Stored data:
-- Opening Marker --

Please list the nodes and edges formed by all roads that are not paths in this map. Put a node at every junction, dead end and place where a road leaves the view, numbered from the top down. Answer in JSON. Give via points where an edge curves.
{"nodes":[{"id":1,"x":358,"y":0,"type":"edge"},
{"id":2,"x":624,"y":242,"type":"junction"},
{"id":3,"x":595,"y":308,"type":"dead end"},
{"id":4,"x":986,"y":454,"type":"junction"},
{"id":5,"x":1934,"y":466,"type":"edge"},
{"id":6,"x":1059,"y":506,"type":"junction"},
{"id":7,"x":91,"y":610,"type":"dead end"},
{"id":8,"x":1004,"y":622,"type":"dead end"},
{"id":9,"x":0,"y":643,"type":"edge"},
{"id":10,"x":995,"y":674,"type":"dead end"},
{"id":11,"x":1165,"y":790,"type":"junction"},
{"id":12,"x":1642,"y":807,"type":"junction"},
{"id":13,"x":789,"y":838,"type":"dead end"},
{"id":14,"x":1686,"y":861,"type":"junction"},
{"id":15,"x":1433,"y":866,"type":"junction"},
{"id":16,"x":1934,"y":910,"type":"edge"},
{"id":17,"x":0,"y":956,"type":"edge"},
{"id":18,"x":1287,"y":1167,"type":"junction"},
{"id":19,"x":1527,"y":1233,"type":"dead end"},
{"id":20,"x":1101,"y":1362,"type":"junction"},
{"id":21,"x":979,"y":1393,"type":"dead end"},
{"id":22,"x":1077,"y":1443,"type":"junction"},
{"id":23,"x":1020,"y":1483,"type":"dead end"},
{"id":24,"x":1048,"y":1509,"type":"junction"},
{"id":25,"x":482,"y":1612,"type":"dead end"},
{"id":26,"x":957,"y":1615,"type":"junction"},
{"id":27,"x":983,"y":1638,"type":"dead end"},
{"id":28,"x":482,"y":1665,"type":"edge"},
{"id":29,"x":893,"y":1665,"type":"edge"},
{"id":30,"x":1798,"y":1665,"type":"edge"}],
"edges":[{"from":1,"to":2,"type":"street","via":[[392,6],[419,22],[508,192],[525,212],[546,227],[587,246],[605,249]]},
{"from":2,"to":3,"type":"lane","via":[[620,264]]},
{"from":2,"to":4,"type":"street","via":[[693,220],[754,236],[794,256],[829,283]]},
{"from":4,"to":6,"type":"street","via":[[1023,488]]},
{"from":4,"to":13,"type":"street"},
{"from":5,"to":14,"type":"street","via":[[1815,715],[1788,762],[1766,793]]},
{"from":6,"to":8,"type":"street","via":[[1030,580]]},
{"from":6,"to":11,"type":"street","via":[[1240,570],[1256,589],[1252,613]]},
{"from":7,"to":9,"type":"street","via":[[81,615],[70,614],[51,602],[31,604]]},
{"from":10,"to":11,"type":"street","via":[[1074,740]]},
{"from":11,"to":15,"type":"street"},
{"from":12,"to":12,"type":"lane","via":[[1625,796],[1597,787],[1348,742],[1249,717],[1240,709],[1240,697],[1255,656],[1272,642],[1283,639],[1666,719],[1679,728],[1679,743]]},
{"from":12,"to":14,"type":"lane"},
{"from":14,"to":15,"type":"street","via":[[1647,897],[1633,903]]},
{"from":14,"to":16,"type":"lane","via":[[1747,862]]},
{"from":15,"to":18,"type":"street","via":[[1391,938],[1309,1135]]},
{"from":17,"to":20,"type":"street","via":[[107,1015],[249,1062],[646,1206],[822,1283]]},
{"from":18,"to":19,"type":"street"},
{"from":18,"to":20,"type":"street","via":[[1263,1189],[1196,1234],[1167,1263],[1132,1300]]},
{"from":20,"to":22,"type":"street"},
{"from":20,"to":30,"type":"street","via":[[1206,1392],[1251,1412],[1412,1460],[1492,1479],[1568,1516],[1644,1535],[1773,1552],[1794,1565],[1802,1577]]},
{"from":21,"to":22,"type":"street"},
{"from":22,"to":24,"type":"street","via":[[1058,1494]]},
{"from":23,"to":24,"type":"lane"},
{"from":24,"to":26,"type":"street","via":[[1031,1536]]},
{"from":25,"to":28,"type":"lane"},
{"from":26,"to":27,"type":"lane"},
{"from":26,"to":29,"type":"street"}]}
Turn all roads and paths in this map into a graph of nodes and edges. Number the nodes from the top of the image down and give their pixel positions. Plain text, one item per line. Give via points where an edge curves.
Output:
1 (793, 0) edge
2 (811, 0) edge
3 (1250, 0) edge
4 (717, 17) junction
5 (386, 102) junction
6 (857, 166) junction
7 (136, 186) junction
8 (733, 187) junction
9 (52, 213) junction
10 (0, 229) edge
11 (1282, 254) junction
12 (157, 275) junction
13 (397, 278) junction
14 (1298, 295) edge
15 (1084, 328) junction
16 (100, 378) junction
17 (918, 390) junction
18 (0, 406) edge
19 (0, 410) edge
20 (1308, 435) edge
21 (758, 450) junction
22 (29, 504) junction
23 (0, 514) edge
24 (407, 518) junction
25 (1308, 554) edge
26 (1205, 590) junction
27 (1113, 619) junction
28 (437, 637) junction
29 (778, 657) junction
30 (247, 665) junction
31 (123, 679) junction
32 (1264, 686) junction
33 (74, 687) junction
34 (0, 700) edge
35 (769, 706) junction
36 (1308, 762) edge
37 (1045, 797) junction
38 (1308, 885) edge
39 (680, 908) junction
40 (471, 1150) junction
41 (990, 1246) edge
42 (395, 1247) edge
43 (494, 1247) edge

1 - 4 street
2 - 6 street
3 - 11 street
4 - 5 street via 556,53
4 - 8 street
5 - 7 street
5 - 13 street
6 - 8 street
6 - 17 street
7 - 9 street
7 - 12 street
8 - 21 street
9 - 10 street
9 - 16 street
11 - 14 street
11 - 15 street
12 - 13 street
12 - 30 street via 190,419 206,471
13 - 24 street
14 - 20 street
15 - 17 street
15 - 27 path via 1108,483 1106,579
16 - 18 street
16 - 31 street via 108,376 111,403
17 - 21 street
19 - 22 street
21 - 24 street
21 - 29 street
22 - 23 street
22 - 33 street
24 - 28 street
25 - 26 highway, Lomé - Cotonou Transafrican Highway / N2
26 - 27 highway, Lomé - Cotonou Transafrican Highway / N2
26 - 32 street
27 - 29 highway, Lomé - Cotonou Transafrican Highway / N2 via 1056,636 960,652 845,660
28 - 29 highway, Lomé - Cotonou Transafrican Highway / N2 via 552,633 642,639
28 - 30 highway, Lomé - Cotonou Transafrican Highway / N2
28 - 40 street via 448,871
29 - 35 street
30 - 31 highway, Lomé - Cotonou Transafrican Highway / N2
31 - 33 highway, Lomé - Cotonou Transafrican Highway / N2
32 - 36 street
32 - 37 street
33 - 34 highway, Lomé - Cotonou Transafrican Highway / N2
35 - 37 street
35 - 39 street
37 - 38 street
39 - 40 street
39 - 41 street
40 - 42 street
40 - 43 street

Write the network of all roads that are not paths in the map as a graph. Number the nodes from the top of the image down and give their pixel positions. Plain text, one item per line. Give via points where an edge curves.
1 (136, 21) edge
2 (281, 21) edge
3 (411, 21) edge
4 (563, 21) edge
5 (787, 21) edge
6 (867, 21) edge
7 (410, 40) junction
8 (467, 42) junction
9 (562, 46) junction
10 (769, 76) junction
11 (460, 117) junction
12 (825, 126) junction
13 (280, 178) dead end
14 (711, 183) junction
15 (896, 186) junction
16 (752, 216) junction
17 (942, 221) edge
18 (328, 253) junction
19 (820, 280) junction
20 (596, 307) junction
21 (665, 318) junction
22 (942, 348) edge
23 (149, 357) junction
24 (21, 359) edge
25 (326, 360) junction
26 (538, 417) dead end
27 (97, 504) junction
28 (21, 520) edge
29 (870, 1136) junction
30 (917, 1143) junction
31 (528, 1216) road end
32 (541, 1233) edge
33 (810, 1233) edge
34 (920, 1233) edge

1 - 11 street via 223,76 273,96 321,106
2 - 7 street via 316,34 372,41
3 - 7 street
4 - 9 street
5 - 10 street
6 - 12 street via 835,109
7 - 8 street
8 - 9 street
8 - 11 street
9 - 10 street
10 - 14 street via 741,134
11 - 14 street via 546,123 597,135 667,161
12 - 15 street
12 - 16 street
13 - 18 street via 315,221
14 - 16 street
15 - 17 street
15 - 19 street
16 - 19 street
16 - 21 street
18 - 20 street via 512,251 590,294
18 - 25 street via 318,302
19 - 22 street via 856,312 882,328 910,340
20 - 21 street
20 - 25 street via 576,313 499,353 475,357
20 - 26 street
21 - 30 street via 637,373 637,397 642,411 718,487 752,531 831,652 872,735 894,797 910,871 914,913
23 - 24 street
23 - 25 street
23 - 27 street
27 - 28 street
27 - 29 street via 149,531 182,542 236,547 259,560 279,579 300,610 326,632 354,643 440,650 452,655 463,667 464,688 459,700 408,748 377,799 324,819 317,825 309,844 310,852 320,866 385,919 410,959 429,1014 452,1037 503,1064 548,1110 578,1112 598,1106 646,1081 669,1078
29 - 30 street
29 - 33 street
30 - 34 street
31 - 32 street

-- Closing Marker --

◆ WHAT TO WORK ON
What lines above contain "highway"? Copy them out.

◆ YOUR RESPONSE
25 - 26 highway, Lomé - Cotonou Transafrican Highway / N2
26 - 27 highway, Lomé - Cotonou Transafrican Highway / N2
27 - 29 highway, Lomé - Cotonou Transafrican Highway / N2 via 1056,636 960,652 845,660
28 - 29 highway, Lomé - Cotonou Transafrican Highway / N2 via 552,633 642,639
28 - 30 highway, Lomé - Cotonou Transafrican Highway / N2
30 - 31 highway, Lomé - Cotonou Transafrican Highway / N2
31 - 33 highway, Lomé - Cotonou Transafrican Highway / N2
33 - 34 highway, Lomé - Cotonou Transafrican Highway / N2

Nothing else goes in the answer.